Impresa
& Stato n°48
L'ITALIA NEL NUOVO CONTESTO
COMPETITIVO EUROPEO
Il tema dello
sviluppo deve esser posto con forza, in modo che il nostro Paese sia in
grado di cogliere le opportunità che l'Euro offre.
di
CARLO
SECCHI
Gli
imminenti sviluppi dell'Unione Europea (UE) con l'attuazione dell'Unione
economica e monetaria (UEM) dal 1° gennaio 1999 genereranno in tutti
i sistemi nazionali un duplice trade off, rispetto all'esigenza di continuare
a garantire un certo margine operativo per le politiche economiche nazionali
per interventi anticiclici, alla luce di: - una politica monetaria centralizzata
e improntata alla stabilità dei prezzi, e una disciplina di bilancio
imposta dal Patto di Crescita e Stabilità; - l'esigenza di preservare
la competitività nazionale e locale a fronte della aumentata concorrenza
nel mercato interno. La prima questione riguarda l'impossibilità
di finanziare gli interventi di spesa per la politica economica attraverso
l'indebitamento, mentre il secondo tema implica che tale margine operativo
non può certo essere creato attraverso un aumento della pressione
fiscale, per non mettere a rischio la competitività dei sistemi
nazionali e locali. Per uscire da questa situazione di apparente impasse
occorre allora impostare una politica economica basata sui seguenti elementi:
- azioni di consolidamento e ristrutturazione della spesa corrente, al
fine di ridurla e di aumentarne l'efficienza; - progressiva ma decisa riduzione
della pressione fiscale sulle imprese per stimolare gli investimenti; -
attuazione di politiche dell'offerta in grado di generare economie esterne
che stimolino lo sviluppo economico. Questa ricetta di politica economica,
oltre ad essere l'unica compatibile con i vincoli che verranno progressivamente
imposti ai sistemi economici nazionali dalla partecipazione alla moneta
unica, è in grado di generare un ciclo virtuoso di crescita, e dunque
di creazione di occupazione, attraverso lo stimolo dato agli investimenti
privati e alla competitività delle imprese. In particolare, la messa
a punto di politiche dal lato dell'offerta che generino economie esterne
favorevoli allo sviluppo delle imprese risulta cruciale per preservare
e migliorare la competitività a livello europeo.
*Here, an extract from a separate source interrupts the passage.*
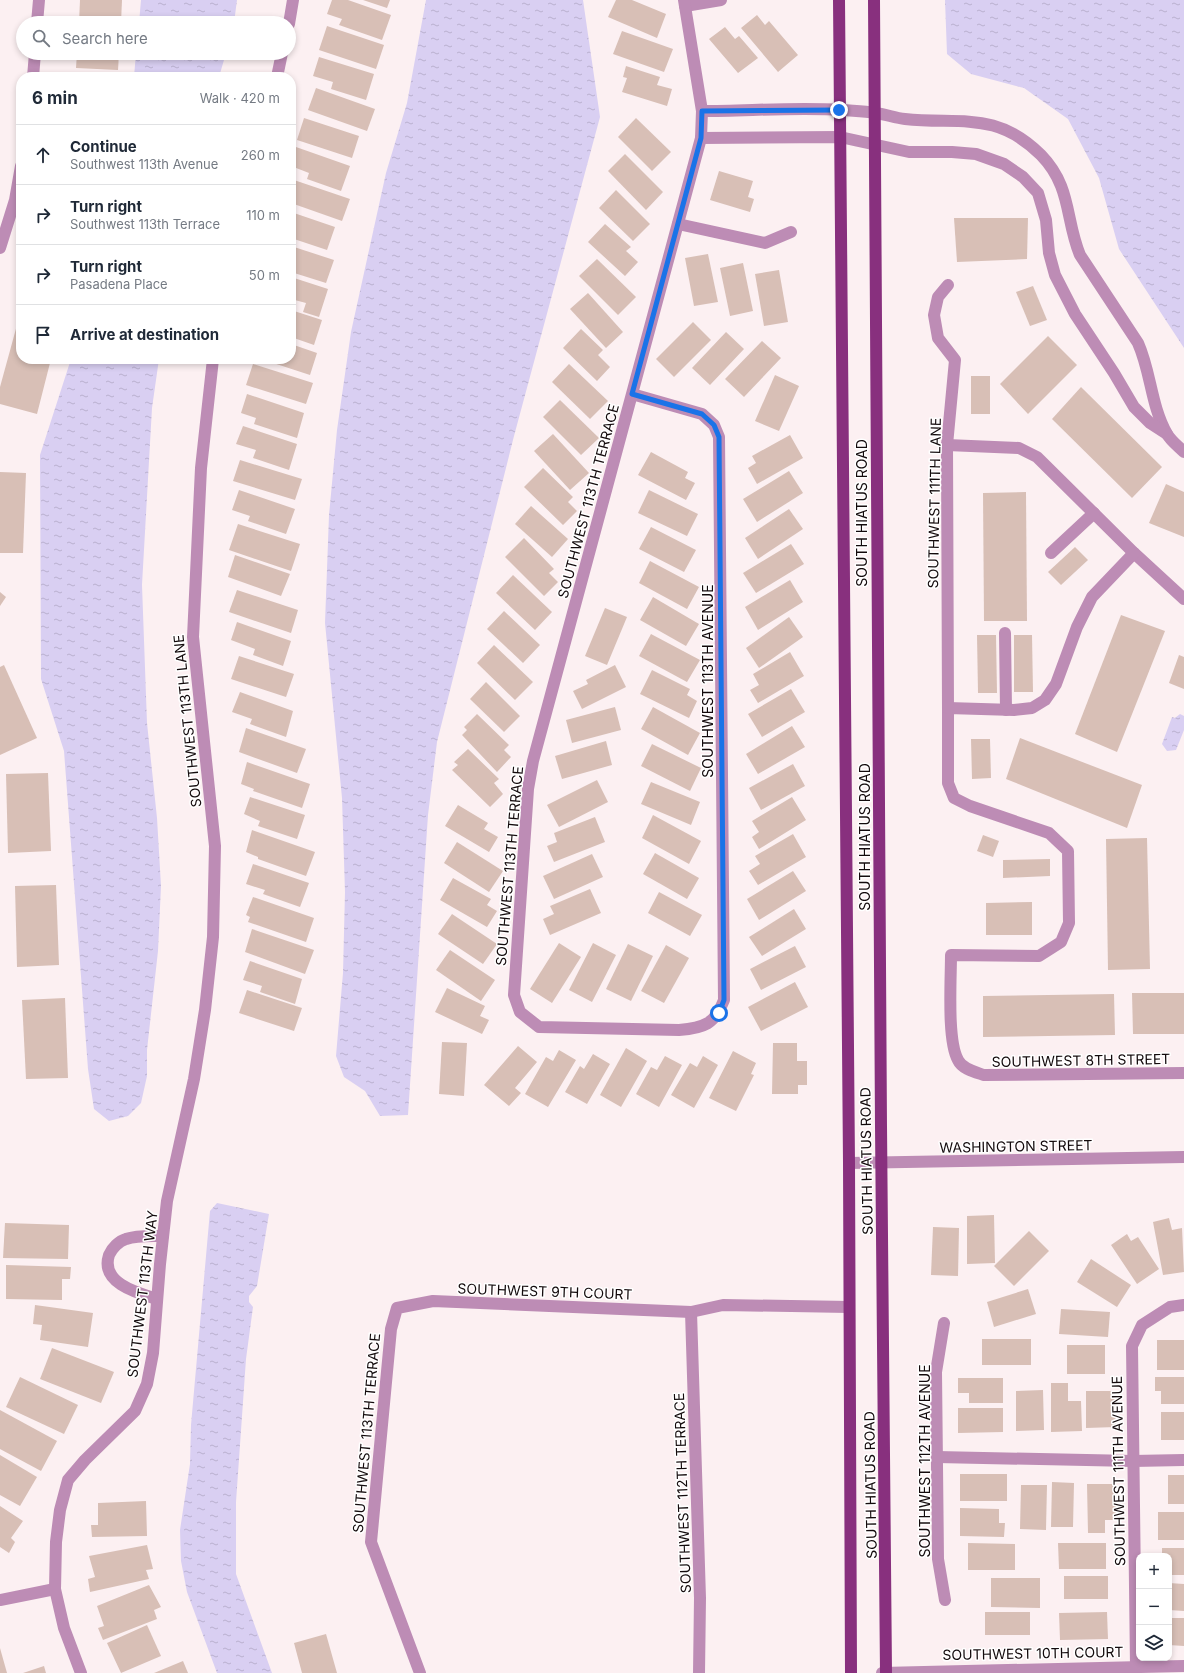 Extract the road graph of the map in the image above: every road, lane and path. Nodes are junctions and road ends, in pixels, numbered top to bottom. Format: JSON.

Oltre alla predisposizione
di un quadro regolamentare che privilegi la semplificazione e la celerità
evitando ogni appesantimento burocratico, si sottolinea l'importanza dei
seguenti elementi. Infrastrutture: il Libro Bianco di Jacques Delors del
1993 indicava lo sviluppo infrastrutturale come una delle vie per raggiungere
obiettivi di crescita, competitività e occupazione. Migliori infrastrutture
implicano non solo minori costi operativi per le imprese, ma anche maggiori
possibilità di scambio di informazioni per diffondere i modelli
di successo e stimolare la concorrenza e l'efficienza. Tuttavia, il processo
di risanamento finanziario in vista della creazione dell'Euro ha portato
molti Stati membri a ritardare la realizzazione dei "progetti prioritari"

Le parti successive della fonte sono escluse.